[Dataset entries]
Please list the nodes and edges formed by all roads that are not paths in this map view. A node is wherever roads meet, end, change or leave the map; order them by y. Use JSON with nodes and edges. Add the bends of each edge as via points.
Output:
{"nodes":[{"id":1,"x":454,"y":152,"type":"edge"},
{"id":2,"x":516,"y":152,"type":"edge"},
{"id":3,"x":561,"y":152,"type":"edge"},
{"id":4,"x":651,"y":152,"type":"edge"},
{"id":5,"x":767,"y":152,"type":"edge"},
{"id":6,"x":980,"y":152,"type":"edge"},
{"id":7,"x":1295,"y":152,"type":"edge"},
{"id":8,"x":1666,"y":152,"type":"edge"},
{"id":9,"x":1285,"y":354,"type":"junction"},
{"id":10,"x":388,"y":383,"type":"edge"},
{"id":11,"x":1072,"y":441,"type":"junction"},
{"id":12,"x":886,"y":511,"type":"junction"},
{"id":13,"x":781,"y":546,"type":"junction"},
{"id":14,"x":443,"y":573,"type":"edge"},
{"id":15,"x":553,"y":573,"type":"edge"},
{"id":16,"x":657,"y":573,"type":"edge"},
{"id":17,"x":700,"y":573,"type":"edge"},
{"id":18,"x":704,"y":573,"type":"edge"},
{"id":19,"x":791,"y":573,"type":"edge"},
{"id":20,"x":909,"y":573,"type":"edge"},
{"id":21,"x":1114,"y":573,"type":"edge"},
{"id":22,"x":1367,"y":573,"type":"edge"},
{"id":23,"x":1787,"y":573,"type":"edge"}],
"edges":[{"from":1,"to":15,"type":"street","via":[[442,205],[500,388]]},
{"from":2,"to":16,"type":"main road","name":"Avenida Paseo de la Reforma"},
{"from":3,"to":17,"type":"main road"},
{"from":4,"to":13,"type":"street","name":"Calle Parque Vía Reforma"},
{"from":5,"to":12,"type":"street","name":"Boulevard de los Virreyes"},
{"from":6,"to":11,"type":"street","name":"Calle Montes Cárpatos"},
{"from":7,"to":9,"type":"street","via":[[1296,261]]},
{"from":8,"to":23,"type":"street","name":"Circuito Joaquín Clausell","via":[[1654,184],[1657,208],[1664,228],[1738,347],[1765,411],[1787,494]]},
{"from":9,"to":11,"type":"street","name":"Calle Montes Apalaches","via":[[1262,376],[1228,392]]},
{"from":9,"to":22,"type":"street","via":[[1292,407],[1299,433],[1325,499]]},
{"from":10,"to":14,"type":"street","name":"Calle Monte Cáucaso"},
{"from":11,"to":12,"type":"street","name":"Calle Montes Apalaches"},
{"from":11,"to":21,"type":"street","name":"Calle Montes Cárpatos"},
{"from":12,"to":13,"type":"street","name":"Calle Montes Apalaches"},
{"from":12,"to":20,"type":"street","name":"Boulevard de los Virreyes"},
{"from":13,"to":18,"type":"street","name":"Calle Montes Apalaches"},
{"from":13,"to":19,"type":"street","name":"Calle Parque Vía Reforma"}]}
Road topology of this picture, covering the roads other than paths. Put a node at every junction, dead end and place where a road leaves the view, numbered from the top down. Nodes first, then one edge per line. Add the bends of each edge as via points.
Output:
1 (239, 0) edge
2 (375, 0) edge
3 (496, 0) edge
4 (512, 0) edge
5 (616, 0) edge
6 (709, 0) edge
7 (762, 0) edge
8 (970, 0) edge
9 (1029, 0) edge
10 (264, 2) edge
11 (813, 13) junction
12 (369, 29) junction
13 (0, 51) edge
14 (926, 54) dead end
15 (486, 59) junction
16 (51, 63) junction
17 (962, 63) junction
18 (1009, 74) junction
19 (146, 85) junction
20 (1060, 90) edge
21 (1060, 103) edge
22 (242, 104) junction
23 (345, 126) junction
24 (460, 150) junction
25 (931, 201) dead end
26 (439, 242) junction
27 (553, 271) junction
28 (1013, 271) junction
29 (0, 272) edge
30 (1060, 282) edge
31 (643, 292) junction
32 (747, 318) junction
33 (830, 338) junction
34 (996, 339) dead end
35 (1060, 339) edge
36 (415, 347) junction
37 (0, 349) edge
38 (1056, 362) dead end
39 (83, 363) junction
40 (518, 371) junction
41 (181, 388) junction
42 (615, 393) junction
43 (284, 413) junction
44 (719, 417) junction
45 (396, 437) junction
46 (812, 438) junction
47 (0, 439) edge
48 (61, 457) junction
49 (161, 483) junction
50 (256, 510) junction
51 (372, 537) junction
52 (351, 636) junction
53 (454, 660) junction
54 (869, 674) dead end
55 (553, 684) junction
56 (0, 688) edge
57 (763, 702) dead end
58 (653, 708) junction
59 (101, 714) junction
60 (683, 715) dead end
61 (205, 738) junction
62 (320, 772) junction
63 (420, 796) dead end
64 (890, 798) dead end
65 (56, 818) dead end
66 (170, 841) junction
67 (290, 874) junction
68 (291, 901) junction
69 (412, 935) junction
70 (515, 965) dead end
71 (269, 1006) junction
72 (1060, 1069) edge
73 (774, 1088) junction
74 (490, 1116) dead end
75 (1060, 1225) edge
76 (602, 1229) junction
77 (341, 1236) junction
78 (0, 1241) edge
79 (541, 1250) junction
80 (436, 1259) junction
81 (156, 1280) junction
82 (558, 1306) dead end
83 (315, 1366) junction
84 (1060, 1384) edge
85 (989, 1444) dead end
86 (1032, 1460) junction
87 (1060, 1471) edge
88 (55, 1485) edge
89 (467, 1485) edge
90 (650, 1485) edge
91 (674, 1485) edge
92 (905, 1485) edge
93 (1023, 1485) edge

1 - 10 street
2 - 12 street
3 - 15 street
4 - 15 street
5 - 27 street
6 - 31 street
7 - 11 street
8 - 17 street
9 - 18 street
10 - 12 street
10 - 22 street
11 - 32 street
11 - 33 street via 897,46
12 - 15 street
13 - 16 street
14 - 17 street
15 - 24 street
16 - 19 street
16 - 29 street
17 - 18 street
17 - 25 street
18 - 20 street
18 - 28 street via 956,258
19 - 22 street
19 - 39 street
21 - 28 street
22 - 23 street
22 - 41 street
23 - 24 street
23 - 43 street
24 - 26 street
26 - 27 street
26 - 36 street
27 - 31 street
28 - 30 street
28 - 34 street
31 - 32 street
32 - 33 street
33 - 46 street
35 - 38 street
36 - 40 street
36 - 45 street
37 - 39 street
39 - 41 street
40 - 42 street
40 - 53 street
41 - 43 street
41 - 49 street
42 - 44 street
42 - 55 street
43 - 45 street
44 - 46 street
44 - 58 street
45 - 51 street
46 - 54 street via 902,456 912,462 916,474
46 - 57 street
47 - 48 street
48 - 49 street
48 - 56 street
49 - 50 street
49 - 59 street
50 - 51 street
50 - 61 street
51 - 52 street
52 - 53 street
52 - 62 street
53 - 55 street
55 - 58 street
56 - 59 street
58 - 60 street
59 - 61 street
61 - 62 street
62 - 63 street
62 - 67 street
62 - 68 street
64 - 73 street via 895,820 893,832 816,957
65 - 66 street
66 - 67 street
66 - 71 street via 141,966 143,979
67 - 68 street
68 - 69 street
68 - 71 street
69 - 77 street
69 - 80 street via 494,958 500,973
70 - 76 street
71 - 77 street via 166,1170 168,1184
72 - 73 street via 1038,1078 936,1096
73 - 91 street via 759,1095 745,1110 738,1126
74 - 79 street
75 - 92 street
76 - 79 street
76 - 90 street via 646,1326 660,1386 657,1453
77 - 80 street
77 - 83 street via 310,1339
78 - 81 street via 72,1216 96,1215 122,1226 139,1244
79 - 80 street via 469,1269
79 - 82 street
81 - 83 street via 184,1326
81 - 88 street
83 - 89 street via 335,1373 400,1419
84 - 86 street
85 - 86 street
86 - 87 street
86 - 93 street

— Description of the task —
Could you copy every line from the records that has "Parque" in it?

— Solution to the problem —
{"from":4,"to":13,"type":"street","name":"Calle Parque Vía Reforma"},
{"from":13,"to":19,"type":"street","name":"Calle Parque Vía Reforma"}]}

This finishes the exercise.